Zachary Quinto, Matt Bomer, Andrew Rannells, Jim Parsons, Robin de Jesus, Brian Hutchison, Charlie Carver e Michael Benjamin Washington.
Otto nomi di grido per riportare a Broadway una delle più celebri pièce teatrali LGBT d’America. The Boys in the Band, scritta nel 1968 da Mart Crowley, nel 1970 diventata film con William Friedkin alla regia e ora dopo mezzo secolo risorta grazie all’infaticabile Ryan Murphy, tra i produttori più potenti e impegnati di Hollywood.
“Il significato di The Boys in the Band non può essere sottovalutato.
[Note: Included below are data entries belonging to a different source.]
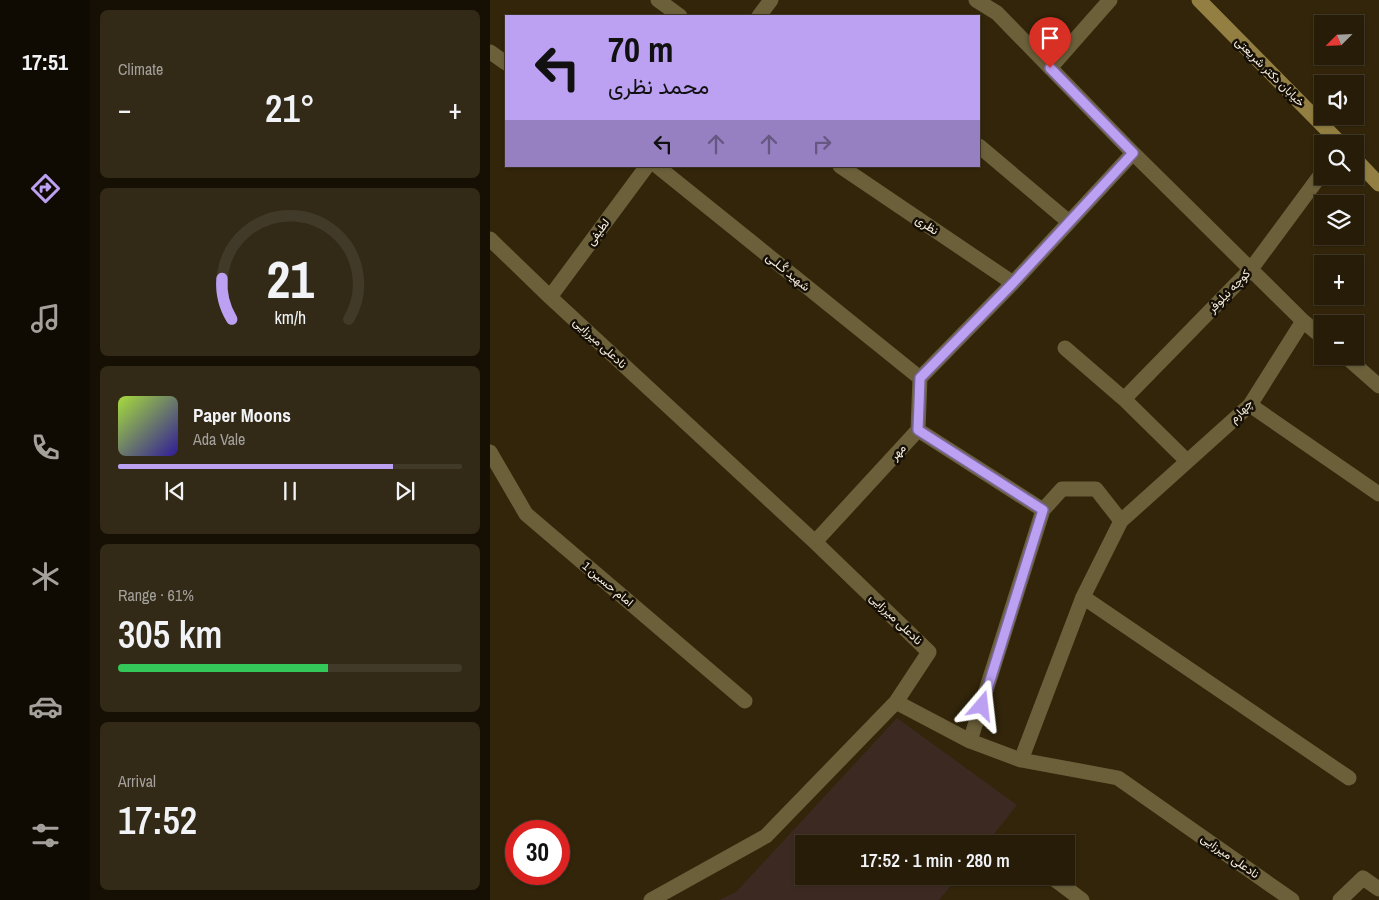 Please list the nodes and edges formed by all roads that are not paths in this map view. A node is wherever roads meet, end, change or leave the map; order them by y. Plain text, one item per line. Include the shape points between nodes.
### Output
1 (658, 0) edge
2 (771, 0) edge
3 (976, 0) edge
4 (1110, 0) edge
5 (1199, 0) edge
6 (679, 15) edge
7 (760, 15) edge
8 (490, 52) edge
9 (505, 62) edge
10 (1050, 68) junction
11 (1331, 135) edge
12 (980, 147) edge
13 (1133, 153) junction
14 (646, 167) edge
15 (658, 167) edge
16 (841, 167) edge
17 (1364, 168) edge
18 (1314, 184) edge
19 (1379, 184) edge
20 (1070, 222) junction
21 (490, 239) edge
22 (1251, 269) junction
23 (1013, 283) junction
24 (550, 297) junction
25 (1303, 321) junction
26 (1314, 330) edge
27 (1065, 348) dead end
28 (1355, 365) edge
29 (920, 378) junction
30 (1379, 386) edge
31 (1124, 399) junction
32 (1250, 405) junction
33 (918, 430) junction
34 (490, 452) edge
35 (1187, 461) junction
36 (1379, 494) edge
37 (1043, 510) junction
38 (1121, 521) junction
39 (815, 542) junction
40 (1083, 597) junction
41 (745, 701) dead end
42 (896, 702) junction
43 (970, 741) junction
44 (1021, 760) junction
45 (1349, 778) dead end
46 (1062, 885) edge
47 (1379, 890) edge
48 (651, 900) edge
49 (1082, 900) edge
50 (1292, 900) edge
51 (1340, 900) edge

1 - 6 street
2 - 7 street
3 - 10 street via 997,13
4 - 10 street
5 - 11 street, خیابان دکتر شریعتی
8 - 9 street
10 - 13 street
12 - 20 street
13 - 20 street
13 - 22 street
14 - 24 street, لطیفی
15 - 29 street, شهید گُـلـی
16 - 23 street, نظری
17 - 19 street
18 - 22 street, کوچه نیلوفر
20 - 23 street
21 - 24 street, نادعلی میرزایی
22 - 25 street
22 - 31 street, کوچه نیلوفر
23 - 29 street
24 - 39 street, نادعلی میرزایی
25 - 26 street
25 - 32 street, چهارم
27 - 31 street
28 - 30 street
29 - 33 street
31 - 35 street
32 - 35 street, چهارم
32 - 36 street
33 - 37 street
33 - 39 street, مهر
34 - 41 street, امام حسین 1 via 526,514
35 - 38 street, چهارم
37 - 38 street via 1062,488 1096,489
37 - 43 street
38 - 40 street, چهارم
39 - 42 street, نادعلی میرزایی via 930,652
40 - 44 street, چهارم
40 - 45 street
42 - 43 street, نادعلی میرزایی
42 - 48 street via 766,836
43 - 44 street, نادعلی میرزایی
44 - 50 street, نادعلی میرزایی via 1118,778
46 - 49 street
47 - 51 street via 1362,878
Nel 1968 Mart Crowley ha fatto la storia teatrale dando voce ai gay sul palco, in questo gioco senza compromessi, onesto e maliziosamente divertente“, ha detto Murphy. “L’opera teatrale è stata rivoluzionaria nella sua esplorazione di come gli uomini gay si trattassero l’un l’altro, senza doversi scusare per quello che sono, in un mondo che non era ancora disposto ad accettarli pienamente“.
Nato nel 1968, The Boys in the Band era stato originariamente programmato per sole 5 serate in un piccolo teatro off-Broadway. Dopo una sola notte era già sulla bocca di tutti, finendo così al Theatre Four sulla West 55th Street, richiamando celebrità di vario tipo, tra le quali Jackie Kennedy, Marlene Dietrich, Groucho Marx e Rudolf Nureyev. Oltre 1000 repliche, con Friedkin, l’anno dopo premio Oscar grazie a Il braccio violento della Legge, che lo tramutò in cinema nel 1970.
Festa per il compleanno del caro amico Harold il titolo della pellicola nel Bel Paese, incentrata su un party organizzato da Michael per l’amico Harold. Tra gli invitati diversi omosessuali appartenenti alla borghesia intellettuale di New York ed Alan, unico eterosessuale tra i presenti che porta tutti ad una sorta di analisi collettiva fatta di veleni e rancori. Un gioco al massacro in cui i protagonisti scoprono a loro spese di essere più soli di quanto pensassero.